C’est pourquoi je tiens tout d’abord à saluer mon collègue mâle, blanc, hétérosexuel, jedi à ses heures perdues et si engagé dans la défense de toutes les minorités LGBTI. Que c’était réconfortant quand j'arrivais le matin de savoir qu’il avait toujours une remarque féministe sur le bout de la langue, un trait d’humour décapant, un féroce goût de la justice sous un masque d’indifférence imperturbable et surtout qu’aucune question, jamais, ne lui faisait peur. Merci.
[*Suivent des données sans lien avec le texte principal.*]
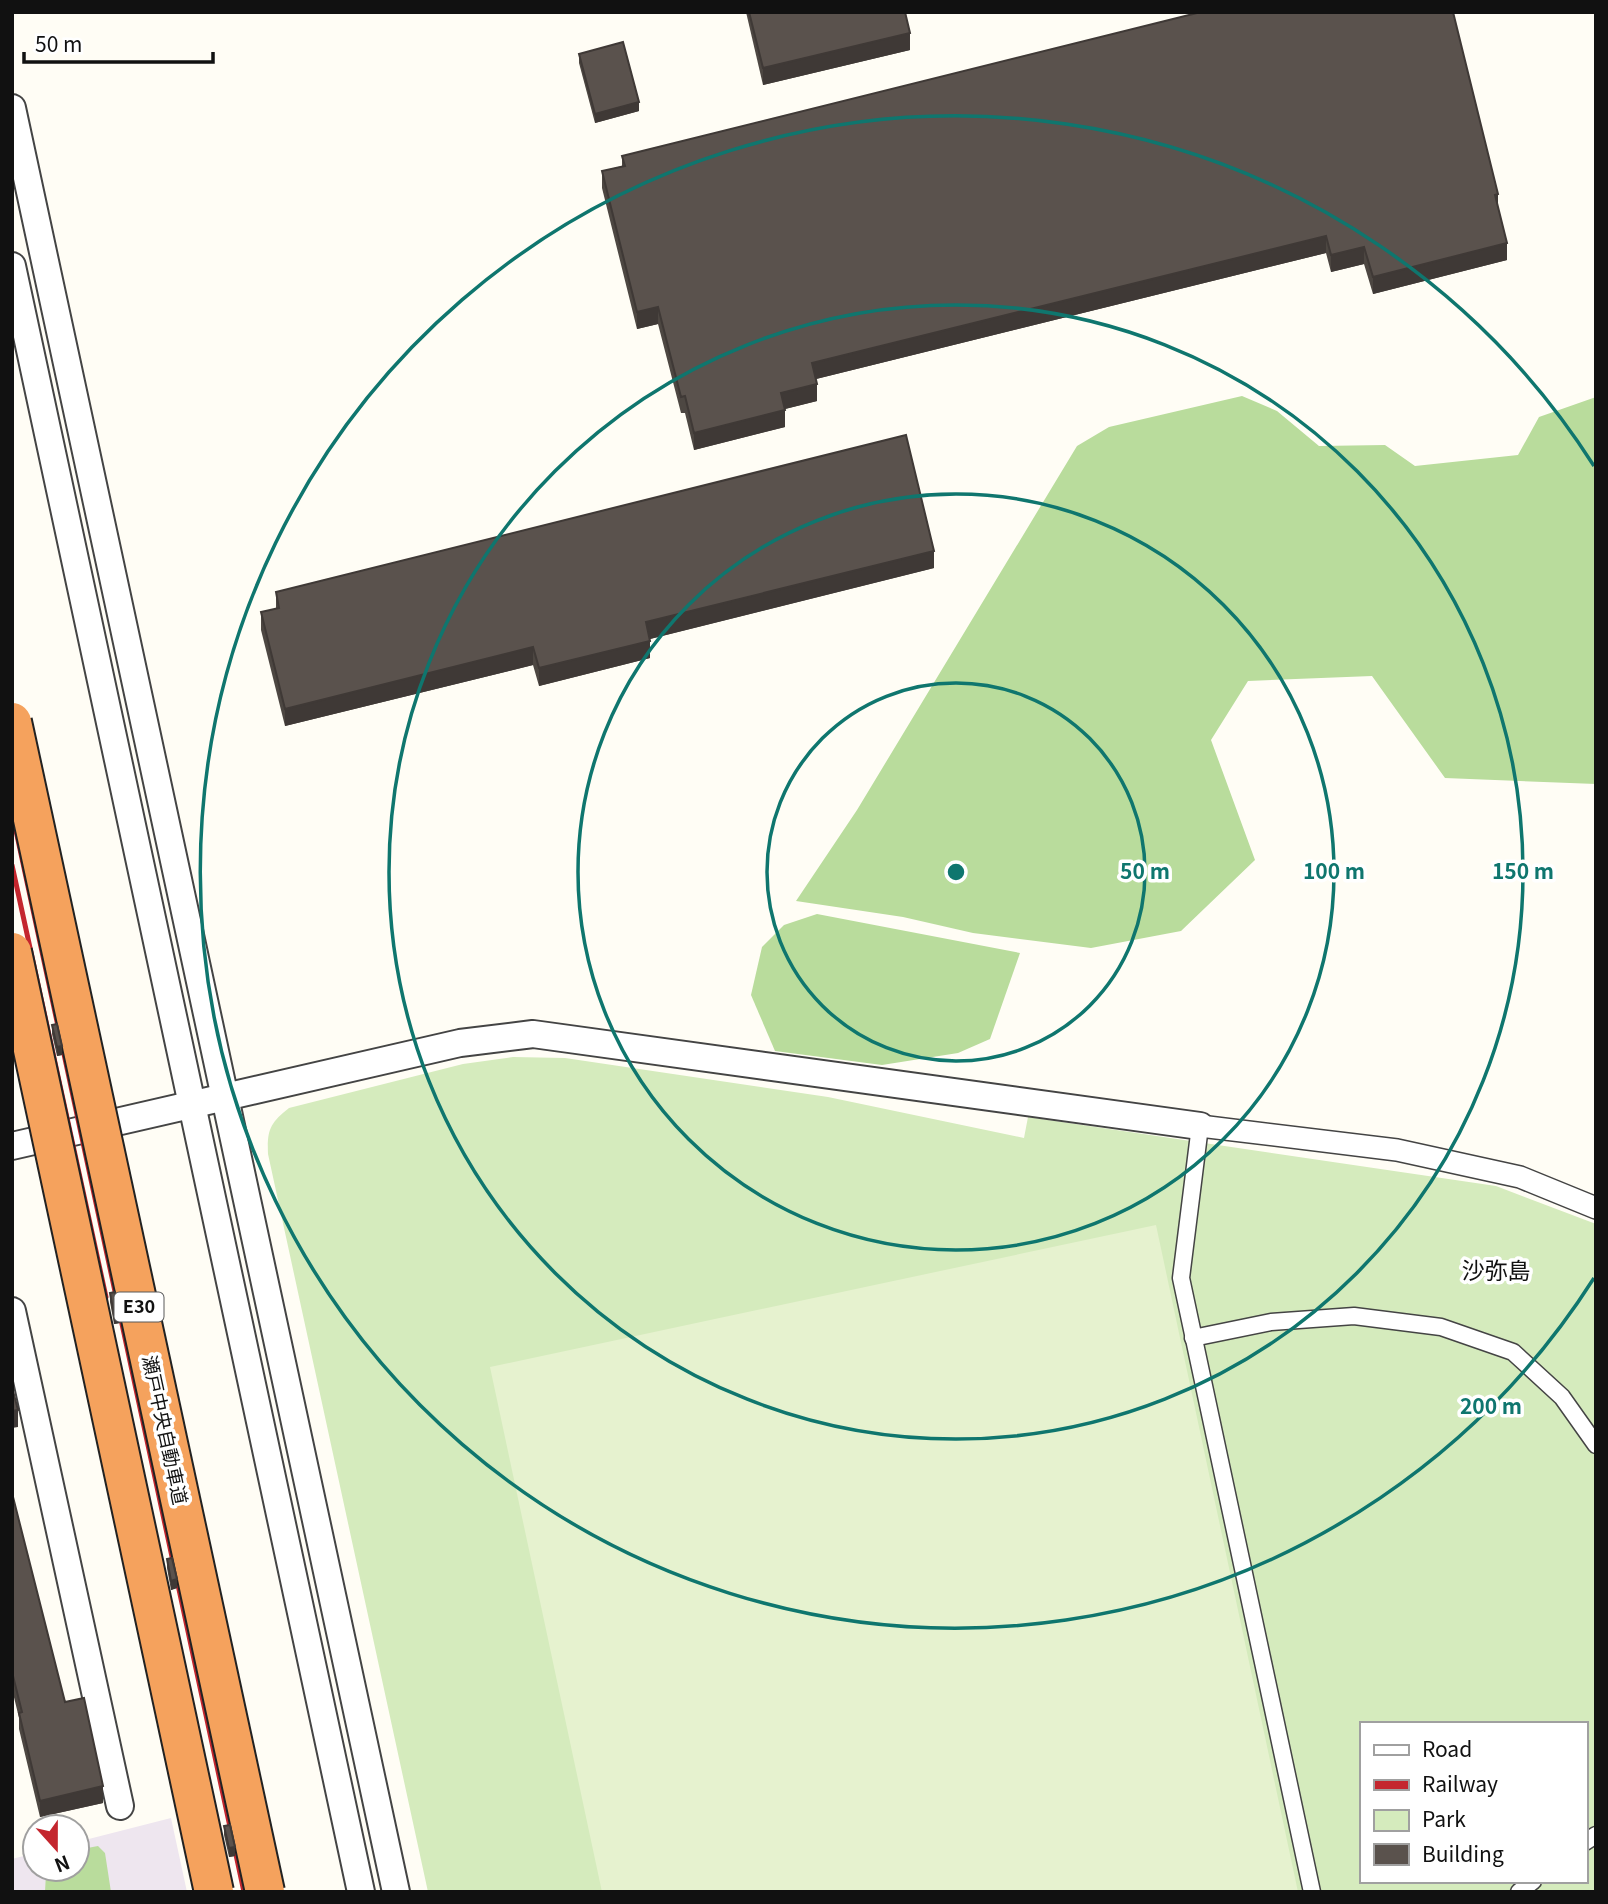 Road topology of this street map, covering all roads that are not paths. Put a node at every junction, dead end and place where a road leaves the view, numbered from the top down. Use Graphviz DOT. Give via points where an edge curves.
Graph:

Une spéciale dédicace pour mon géant noir ébène, doux comme un agneau, bien plus sage que ses vingt ans à peine consommés ne voulaient nous le faire croire. Jamais je n’ai débarqué au travail plus ravie et enchantée d’entendre ses analyses financières (et Dieu sait que la finance m’ennuie) et la synthèse approfondie de ses lectures des médias internationaux. Plaisir et bonheur absolu d’analyser ensemble nos différentes origines ethniques et les conséquences psycho-sociales de nos couleurs de peaux et de notre genre. Merci.
Est-ce que je vous vends du rêve déjà un peu ou pas ?
Grand hommage à ma rousse flamboyante, qui ne supporte pas l’incohérence, qui a déjà largement compris combien l’humain peut être minable, qui kiffe la nature et les animaux et qui m’a fait éclater de rire de très nombreuses fois (miracle !). Un écrin de rire, de puissance volcanique, de bienveillance, de pétillance intellectuelle, juste de la pure fraîcheur. Merci.
Vous kiffez ou pas ?
Il m’en reste quatre. Quatre blondes en l’occurrence. Deux très bienveillantes et ouvertes d'esprit et deux autres prêtes à nous suivre tant qu'on riait fort. C'était suffisant.
Chaque jour, je les ai découverts, un à un, chacun différemment. Je n’ai jamais eu autant de plaisir à me rendre au travail parce que je savais que je n’avais pas besoin de jouer un rôle, que j’avais le droit d’être moi-même. C’était dingue ! C’était OUF ! C’était GENIAL!
C’est fini.
Aujourd’hui au travail, un de mes collègues a dit : « Cette fille est une petite salope. » Il parlait de la fille d’un des patrons qui a seize ans, à peine. Je lui ai fait remarquer qu’il parlait d’une enfant et il m’a dit que « Non, ce n’est plus une enfant étant donné la façon dont elle s’habille. »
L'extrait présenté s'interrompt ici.